> _Your instructions_
Copy out each line of the data that includes the string "dead".

Collected data:
+ + + + +

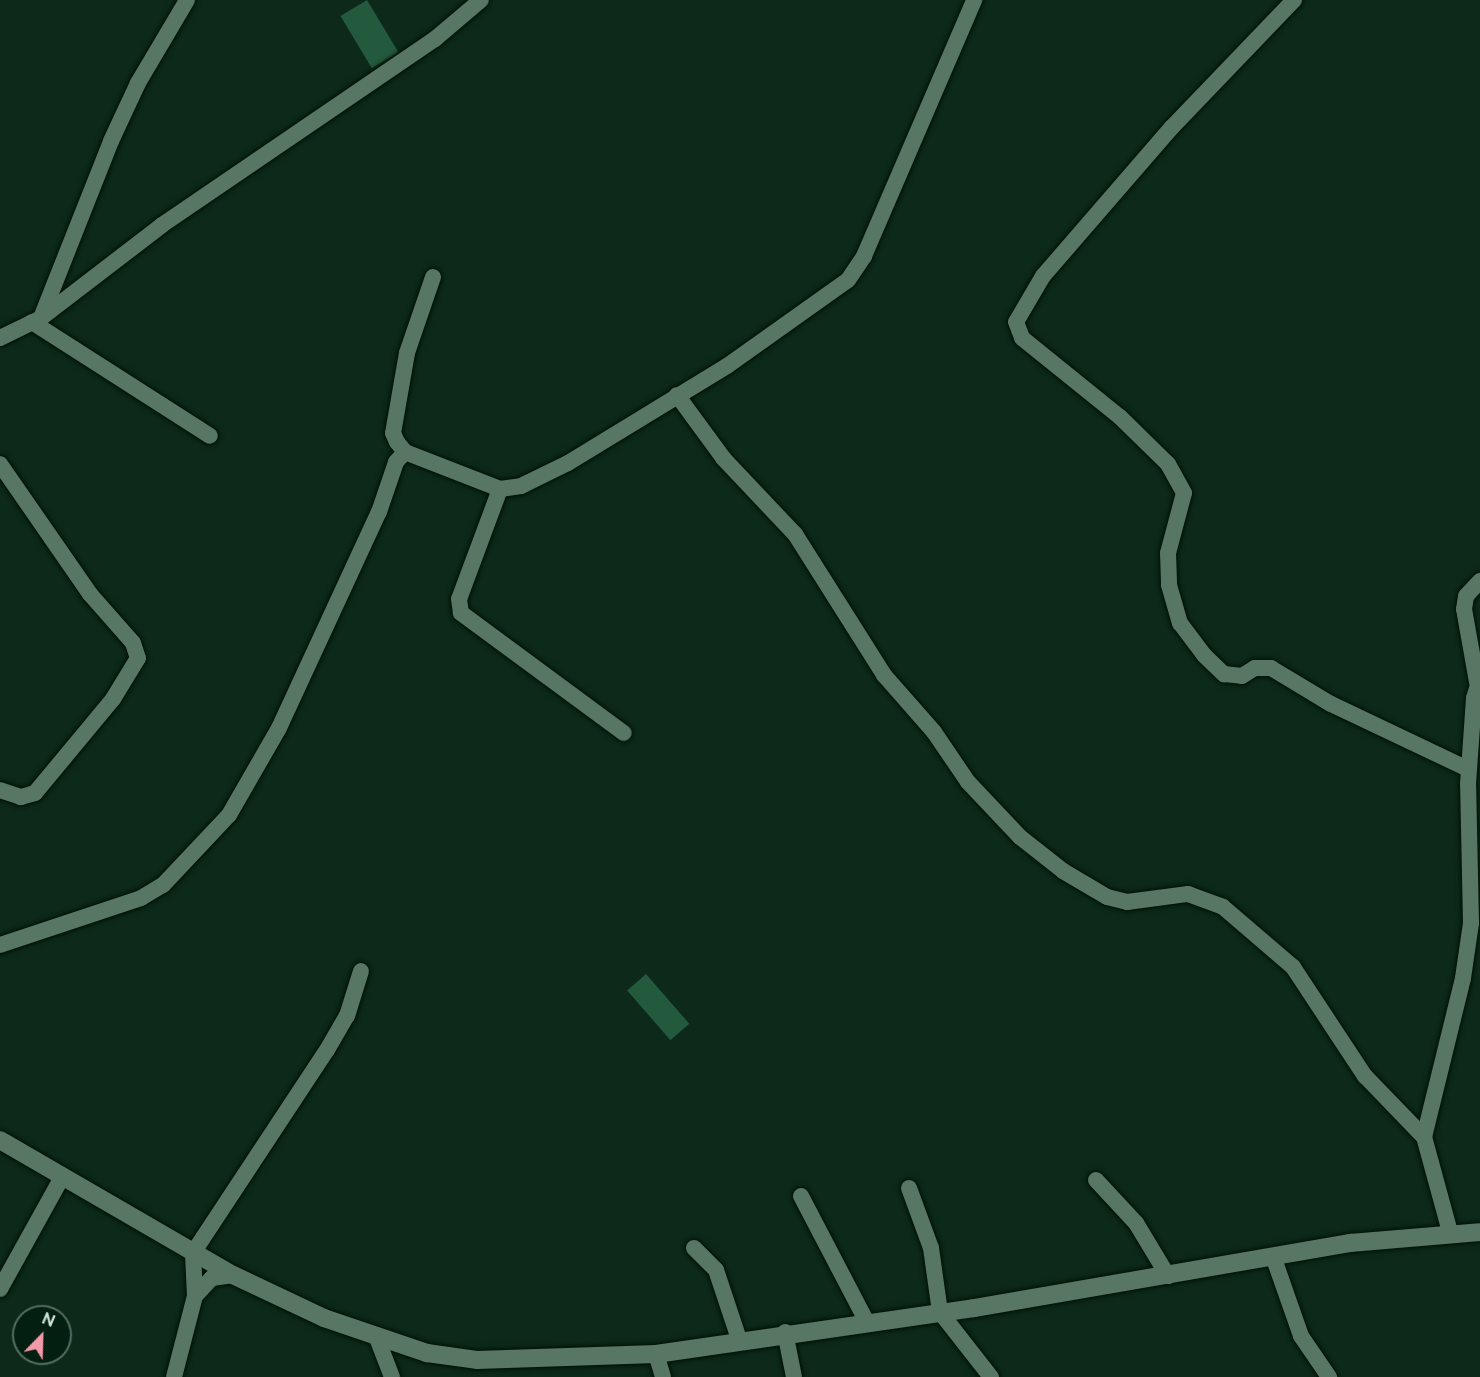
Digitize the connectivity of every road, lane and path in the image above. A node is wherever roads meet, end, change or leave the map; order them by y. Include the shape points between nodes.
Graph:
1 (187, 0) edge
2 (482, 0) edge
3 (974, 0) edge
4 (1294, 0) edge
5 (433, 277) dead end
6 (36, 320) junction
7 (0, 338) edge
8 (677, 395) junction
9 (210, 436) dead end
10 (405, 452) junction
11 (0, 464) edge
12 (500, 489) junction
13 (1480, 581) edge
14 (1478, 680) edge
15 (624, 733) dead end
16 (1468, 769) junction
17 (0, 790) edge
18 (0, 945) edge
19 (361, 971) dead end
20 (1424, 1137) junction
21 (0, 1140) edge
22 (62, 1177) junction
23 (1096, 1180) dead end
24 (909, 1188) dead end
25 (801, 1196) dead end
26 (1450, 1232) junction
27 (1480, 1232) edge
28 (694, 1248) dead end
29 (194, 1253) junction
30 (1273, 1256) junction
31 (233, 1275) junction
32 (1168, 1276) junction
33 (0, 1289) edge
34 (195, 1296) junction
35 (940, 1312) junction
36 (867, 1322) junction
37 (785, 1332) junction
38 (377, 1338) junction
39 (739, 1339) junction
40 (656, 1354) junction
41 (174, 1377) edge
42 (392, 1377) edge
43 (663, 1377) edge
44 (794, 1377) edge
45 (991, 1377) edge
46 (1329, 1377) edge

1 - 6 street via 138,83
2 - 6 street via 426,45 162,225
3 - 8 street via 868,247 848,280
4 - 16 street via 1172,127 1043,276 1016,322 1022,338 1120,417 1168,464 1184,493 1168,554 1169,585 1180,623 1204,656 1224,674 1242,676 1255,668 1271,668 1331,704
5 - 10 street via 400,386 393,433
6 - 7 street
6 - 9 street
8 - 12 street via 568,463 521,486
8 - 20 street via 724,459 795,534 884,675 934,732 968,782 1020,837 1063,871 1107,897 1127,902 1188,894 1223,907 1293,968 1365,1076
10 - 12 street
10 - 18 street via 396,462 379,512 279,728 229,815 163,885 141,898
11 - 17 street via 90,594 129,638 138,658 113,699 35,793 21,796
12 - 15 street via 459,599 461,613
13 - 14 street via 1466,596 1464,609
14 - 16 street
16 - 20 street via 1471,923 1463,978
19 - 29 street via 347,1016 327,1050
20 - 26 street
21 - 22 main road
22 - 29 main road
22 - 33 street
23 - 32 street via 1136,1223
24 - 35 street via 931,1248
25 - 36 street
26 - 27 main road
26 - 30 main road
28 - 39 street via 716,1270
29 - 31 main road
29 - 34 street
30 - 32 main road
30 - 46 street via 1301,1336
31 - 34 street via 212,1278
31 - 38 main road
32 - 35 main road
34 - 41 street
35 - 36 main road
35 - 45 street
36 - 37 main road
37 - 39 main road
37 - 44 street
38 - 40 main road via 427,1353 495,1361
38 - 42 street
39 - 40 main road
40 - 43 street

+ + + + +

> _Your solution_
5 (433, 277) dead end
9 (210, 436) dead end
15 (624, 733) dead end
19 (361, 971) dead end
23 (1096, 1180) dead end
24 (909, 1188) dead end
25 (801, 1196) dead end
28 (694, 1248) dead end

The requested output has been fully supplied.